▶ TO DO: Return every line of the data below that includes the string "Benjamin".

Entries taken from a collection:
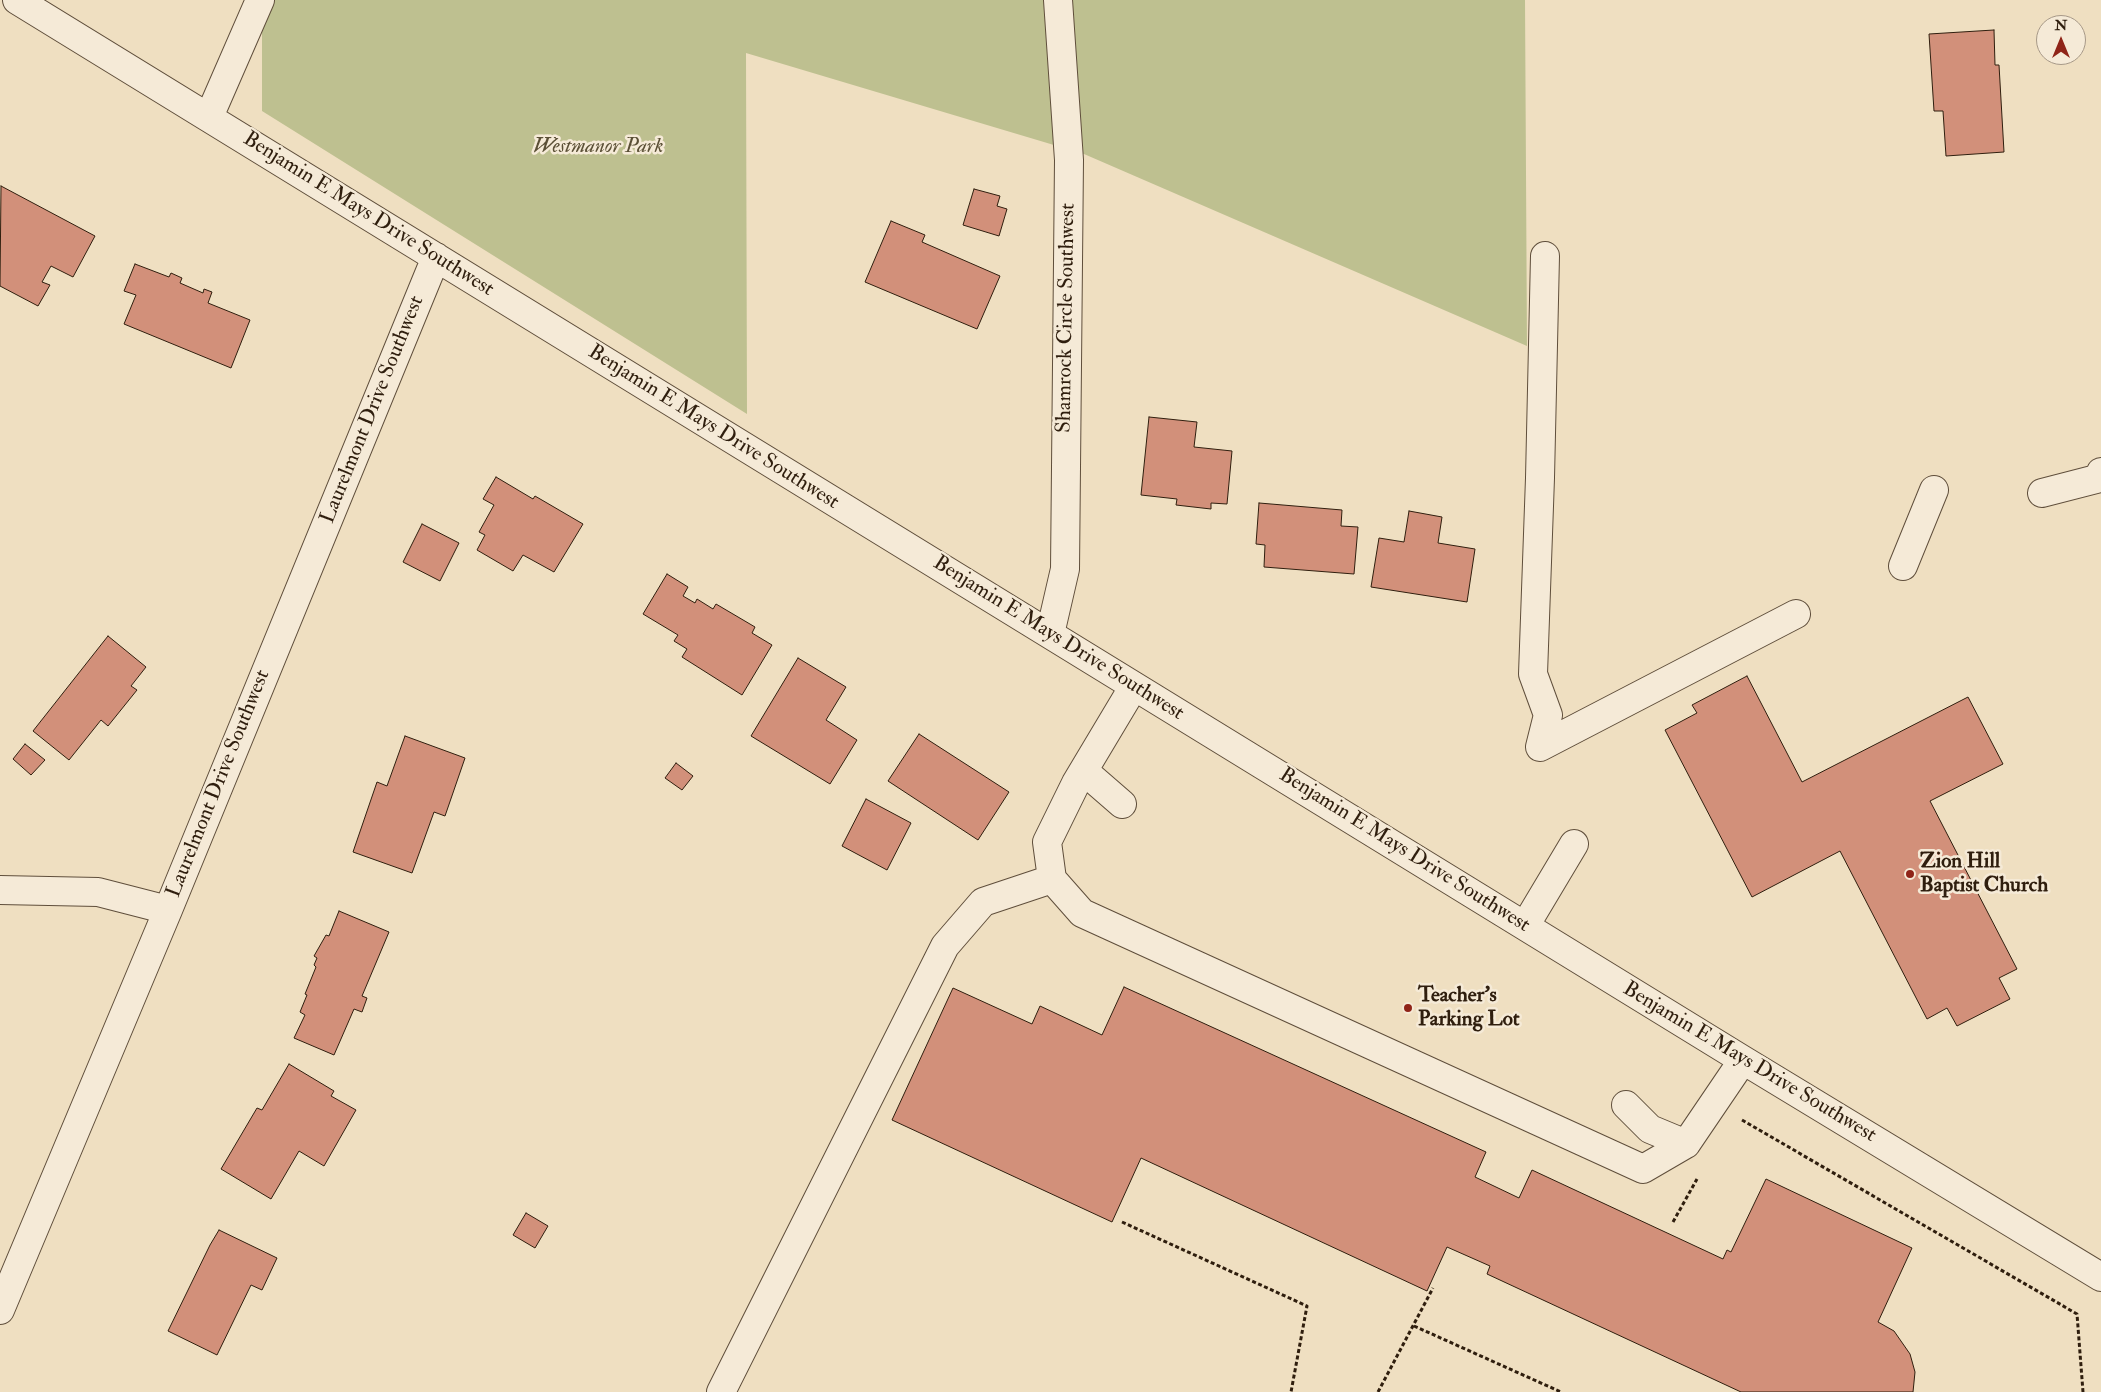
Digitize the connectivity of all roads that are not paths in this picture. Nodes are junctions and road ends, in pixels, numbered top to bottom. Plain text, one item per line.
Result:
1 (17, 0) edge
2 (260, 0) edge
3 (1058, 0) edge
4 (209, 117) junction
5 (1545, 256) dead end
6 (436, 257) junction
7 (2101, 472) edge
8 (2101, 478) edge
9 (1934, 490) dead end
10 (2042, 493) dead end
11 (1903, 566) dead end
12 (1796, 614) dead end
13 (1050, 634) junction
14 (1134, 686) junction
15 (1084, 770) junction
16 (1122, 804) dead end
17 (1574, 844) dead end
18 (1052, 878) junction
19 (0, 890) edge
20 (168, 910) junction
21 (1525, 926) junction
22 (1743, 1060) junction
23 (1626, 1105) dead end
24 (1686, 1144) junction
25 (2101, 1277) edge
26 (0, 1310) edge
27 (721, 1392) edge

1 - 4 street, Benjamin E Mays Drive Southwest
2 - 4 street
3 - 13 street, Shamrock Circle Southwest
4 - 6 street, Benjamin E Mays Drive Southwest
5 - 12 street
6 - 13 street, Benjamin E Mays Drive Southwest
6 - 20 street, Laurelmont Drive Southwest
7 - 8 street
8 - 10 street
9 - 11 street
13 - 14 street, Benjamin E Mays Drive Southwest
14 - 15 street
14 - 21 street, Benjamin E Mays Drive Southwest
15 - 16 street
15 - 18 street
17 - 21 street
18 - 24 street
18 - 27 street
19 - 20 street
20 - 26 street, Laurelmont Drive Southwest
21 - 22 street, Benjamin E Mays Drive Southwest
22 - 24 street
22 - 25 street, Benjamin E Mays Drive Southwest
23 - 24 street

▶ TASK RESULT:
1 - 4 street, Benjamin E Mays Drive Southwest
4 - 6 street, Benjamin E Mays Drive Southwest
6 - 13 street, Benjamin E Mays Drive Southwest
13 - 14 street, Benjamin E Mays Drive Southwest
14 - 21 street, Benjamin E Mays Drive Southwest
21 - 22 street, Benjamin E Mays Drive Southwest
22 - 25 street, Benjamin E Mays Drive Southwest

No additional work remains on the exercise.